**Instructions to follow:**
Would you retype each record exactly as given?

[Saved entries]
%%

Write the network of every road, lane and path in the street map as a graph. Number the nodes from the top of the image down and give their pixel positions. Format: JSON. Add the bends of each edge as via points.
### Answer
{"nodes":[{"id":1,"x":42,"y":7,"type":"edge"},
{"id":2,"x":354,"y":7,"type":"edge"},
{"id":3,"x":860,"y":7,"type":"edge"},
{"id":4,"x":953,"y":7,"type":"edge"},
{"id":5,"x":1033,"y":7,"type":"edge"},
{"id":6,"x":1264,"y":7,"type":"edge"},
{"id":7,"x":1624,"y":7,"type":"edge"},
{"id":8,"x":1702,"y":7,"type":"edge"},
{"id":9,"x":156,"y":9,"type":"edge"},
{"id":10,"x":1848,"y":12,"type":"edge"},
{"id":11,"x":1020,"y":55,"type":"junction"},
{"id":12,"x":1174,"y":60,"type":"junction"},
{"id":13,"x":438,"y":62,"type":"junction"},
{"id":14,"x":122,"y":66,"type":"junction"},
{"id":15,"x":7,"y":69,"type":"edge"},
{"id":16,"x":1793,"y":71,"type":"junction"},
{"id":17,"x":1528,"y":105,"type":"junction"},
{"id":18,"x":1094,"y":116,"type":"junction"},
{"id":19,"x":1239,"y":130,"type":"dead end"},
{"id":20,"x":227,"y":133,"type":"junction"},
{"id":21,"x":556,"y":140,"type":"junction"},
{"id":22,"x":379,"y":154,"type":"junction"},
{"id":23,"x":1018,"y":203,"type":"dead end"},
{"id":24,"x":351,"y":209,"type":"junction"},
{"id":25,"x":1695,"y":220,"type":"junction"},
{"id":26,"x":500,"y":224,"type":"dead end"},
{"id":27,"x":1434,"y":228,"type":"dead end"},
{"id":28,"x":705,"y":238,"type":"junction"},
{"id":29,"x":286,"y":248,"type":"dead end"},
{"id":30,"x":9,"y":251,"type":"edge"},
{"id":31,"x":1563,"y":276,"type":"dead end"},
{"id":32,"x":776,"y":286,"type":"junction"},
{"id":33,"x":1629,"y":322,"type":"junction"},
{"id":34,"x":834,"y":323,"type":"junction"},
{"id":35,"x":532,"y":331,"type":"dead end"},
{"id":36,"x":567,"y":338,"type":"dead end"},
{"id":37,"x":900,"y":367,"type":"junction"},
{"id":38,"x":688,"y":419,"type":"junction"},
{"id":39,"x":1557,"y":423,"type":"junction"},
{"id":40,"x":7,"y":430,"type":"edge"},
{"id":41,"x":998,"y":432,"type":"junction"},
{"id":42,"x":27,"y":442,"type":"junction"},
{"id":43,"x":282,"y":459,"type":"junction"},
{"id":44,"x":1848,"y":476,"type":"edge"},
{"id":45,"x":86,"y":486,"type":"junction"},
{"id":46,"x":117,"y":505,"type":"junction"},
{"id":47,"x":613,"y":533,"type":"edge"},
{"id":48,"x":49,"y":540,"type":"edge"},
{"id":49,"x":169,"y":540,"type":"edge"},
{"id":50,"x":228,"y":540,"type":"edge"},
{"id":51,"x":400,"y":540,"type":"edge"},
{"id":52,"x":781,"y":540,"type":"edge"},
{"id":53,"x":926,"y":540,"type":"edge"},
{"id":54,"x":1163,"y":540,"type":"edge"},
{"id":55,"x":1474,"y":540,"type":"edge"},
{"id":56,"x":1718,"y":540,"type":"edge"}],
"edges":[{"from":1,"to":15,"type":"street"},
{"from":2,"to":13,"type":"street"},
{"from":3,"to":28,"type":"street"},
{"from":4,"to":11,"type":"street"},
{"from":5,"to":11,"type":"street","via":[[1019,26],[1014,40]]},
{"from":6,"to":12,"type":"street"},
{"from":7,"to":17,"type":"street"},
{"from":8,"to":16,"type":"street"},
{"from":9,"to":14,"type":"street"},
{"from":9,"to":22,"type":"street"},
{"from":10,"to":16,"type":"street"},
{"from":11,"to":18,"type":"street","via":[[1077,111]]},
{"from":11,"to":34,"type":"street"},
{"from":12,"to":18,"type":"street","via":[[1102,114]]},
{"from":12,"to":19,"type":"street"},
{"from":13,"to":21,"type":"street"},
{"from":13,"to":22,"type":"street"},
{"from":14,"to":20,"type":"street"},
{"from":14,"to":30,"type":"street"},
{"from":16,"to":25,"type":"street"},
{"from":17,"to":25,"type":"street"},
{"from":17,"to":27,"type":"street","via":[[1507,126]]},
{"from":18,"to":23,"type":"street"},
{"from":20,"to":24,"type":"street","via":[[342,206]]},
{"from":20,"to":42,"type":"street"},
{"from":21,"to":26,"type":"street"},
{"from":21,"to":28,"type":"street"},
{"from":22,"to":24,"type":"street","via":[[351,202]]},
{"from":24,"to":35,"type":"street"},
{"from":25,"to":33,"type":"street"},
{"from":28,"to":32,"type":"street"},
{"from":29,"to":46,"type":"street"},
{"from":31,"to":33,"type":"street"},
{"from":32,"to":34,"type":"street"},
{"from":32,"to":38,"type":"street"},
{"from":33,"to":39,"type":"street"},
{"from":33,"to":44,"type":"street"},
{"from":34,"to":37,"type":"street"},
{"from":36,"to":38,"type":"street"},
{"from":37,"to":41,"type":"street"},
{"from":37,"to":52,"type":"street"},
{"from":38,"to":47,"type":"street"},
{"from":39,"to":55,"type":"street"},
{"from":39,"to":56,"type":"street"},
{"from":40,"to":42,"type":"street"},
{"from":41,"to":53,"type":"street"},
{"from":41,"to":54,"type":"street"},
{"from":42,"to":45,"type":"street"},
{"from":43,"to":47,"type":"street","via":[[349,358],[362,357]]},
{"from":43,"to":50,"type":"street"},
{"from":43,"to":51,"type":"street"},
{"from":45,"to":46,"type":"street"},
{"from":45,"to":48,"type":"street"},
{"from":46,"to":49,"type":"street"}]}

%%

**Solution for this exercise:**
Write the network of every road, lane and path in the street map as a graph. Number the nodes from the top of the image down and give their pixel positions. Format: JSON. Add the bends of each edge as via points.
### Answer
{"nodes":[{"id":1,"x":42,"y":7,"type":"edge"},
{"id":2,"x":354,"y":7,"type":"edge"},
{"id":3,"x":860,"y":7,"type":"edge"},
{"id":4,"x":953,"y":7,"type":"edge"},
{"id":5,"x":1033,"y":7,"type":"edge"},
{"id":6,"x":1264,"y":7,"type":"edge"},
{"id":7,"x":1624,"y":7,"type":"edge"},
{"id":8,"x":1702,"y":7,"type":"edge"},
{"id":9,"x":156,"y":9,"type":"edge"},
{"id":10,"x":1848,"y":12,"type":"edge"},
{"id":11,"x":1020,"y":55,"type":"junction"},
{"id":12,"x":1174,"y":60,"type":"junction"},
{"id":13,"x":438,"y":62,"type":"junction"},
{"id":14,"x":122,"y":66,"type":"junction"},
{"id":15,"x":7,"y":69,"type":"edge"},
{"id":16,"x":1793,"y":71,"type":"junction"},
{"id":17,"x":1528,"y":105,"type":"junction"},
{"id":18,"x":1094,"y":116,"type":"junction"},
{"id":19,"x":1239,"y":130,"type":"dead end"},
{"id":20,"x":227,"y":133,"type":"junction"},
{"id":21,"x":556,"y":140,"type":"junction"},
{"id":22,"x":379,"y":154,"type":"junction"},
{"id":23,"x":1018,"y":203,"type":"dead end"},
{"id":24,"x":351,"y":209,"type":"junction"},
{"id":25,"x":1695,"y":220,"type":"junction"},
{"id":26,"x":500,"y":224,"type":"dead end"},
{"id":27,"x":1434,"y":228,"type":"dead end"},
{"id":28,"x":705,"y":238,"type":"junction"},
{"id":29,"x":286,"y":248,"type":"dead end"},
{"id":30,"x":9,"y":251,"type":"edge"},
{"id":31,"x":1563,"y":276,"type":"dead end"},
{"id":32,"x":776,"y":286,"type":"junction"},
{"id":33,"x":1629,"y":322,"type":"junction"},
{"id":34,"x":834,"y":323,"type":"junction"},
{"id":35,"x":532,"y":331,"type":"dead end"},
{"id":36,"x":567,"y":338,"type":"dead end"},
{"id":37,"x":900,"y":367,"type":"junction"},
{"id":38,"x":688,"y":419,"type":"junction"},
{"id":39,"x":1557,"y":423,"type":"junction"},
{"id":40,"x":7,"y":430,"type":"edge"},
{"id":41,"x":998,"y":432,"type":"junction"},
{"id":42,"x":27,"y":442,"type":"junction"},
{"id":43,"x":282,"y":459,"type":"junction"},
{"id":44,"x":1848,"y":476,"type":"edge"},
{"id":45,"x":86,"y":486,"type":"junction"},
{"id":46,"x":117,"y":505,"type":"junction"},
{"id":47,"x":613,"y":533,"type":"edge"},
{"id":48,"x":49,"y":540,"type":"edge"},
{"id":49,"x":169,"y":540,"type":"edge"},
{"id":50,"x":228,"y":540,"type":"edge"},
{"id":51,"x":400,"y":540,"type":"edge"},
{"id":52,"x":781,"y":540,"type":"edge"},
{"id":53,"x":926,"y":540,"type":"edge"},
{"id":54,"x":1163,"y":540,"type":"edge"},
{"id":55,"x":1474,"y":540,"type":"edge"},
{"id":56,"x":1718,"y":540,"type":"edge"}],
"edges":[{"from":1,"to":15,"type":"street"},
{"from":2,"to":13,"type":"street"},
{"from":3,"to":28,"type":"street"},
{"from":4,"to":11,"type":"street"},
{"from":5,"to":11,"type":"street","via":[[1019,26],[1014,40]]},
{"from":6,"to":12,"type":"street"},
{"from":7,"to":17,"type":"street"},
{"from":8,"to":16,"type":"street"},
{"from":9,"to":14,"type":"street"},
{"from":9,"to":22,"type":"street"},
{"from":10,"to":16,"type":"street"},
{"from":11,"to":18,"type":"street","via":[[1077,111]]},
{"from":11,"to":34,"type":"street"},
{"from":12,"to":18,"type":"street","via":[[1102,114]]},
{"from":12,"to":19,"type":"street"},
{"from":13,"to":21,"type":"street"},
{"from":13,"to":22,"type":"street"},
{"from":14,"to":20,"type":"street"},
{"from":14,"to":30,"type":"street"},
{"from":16,"to":25,"type":"street"},
{"from":17,"to":25,"type":"street"},
{"from":17,"to":27,"type":"street","via":[[1507,126]]},
{"from":18,"to":23,"type":"street"},
{"from":20,"to":24,"type":"street","via":[[342,206]]},
{"from":20,"to":42,"type":"street"},
{"from":21,"to":26,"type":"street"},
{"from":21,"to":28,"type":"street"},
{"from":22,"to":24,"type":"street","via":[[351,202]]},
{"from":24,"to":35,"type":"street"},
{"from":25,"to":33,"type":"street"},
{"from":28,"to":32,"type":"street"},
{"from":29,"to":46,"type":"street"},
{"from":31,"to":33,"type":"street"},
{"from":32,"to":34,"type":"street"},
{"from":32,"to":38,"type":"street"},
{"from":33,"to":39,"type":"street"},
{"from":33,"to":44,"type":"street"},
{"from":34,"to":37,"type":"street"},
{"from":36,"to":38,"type":"street"},
{"from":37,"to":41,"type":"street"},
{"from":37,"to":52,"type":"street"},
{"from":38,"to":47,"type":"street"},
{"from":39,"to":55,"type":"street"},
{"from":39,"to":56,"type":"street"},
{"from":40,"to":42,"type":"street"},
{"from":41,"to":53,"type":"street"},
{"from":41,"to":54,"type":"street"},
{"from":42,"to":45,"type":"street"},
{"from":43,"to":47,"type":"street","via":[[349,358],[362,357]]},
{"from":43,"to":50,"type":"street"},
{"from":43,"to":51,"type":"street"},
{"from":45,"to":46,"type":"street"},
{"from":45,"to":48,"type":"street"},
{"from":46,"to":49,"type":"street"}]}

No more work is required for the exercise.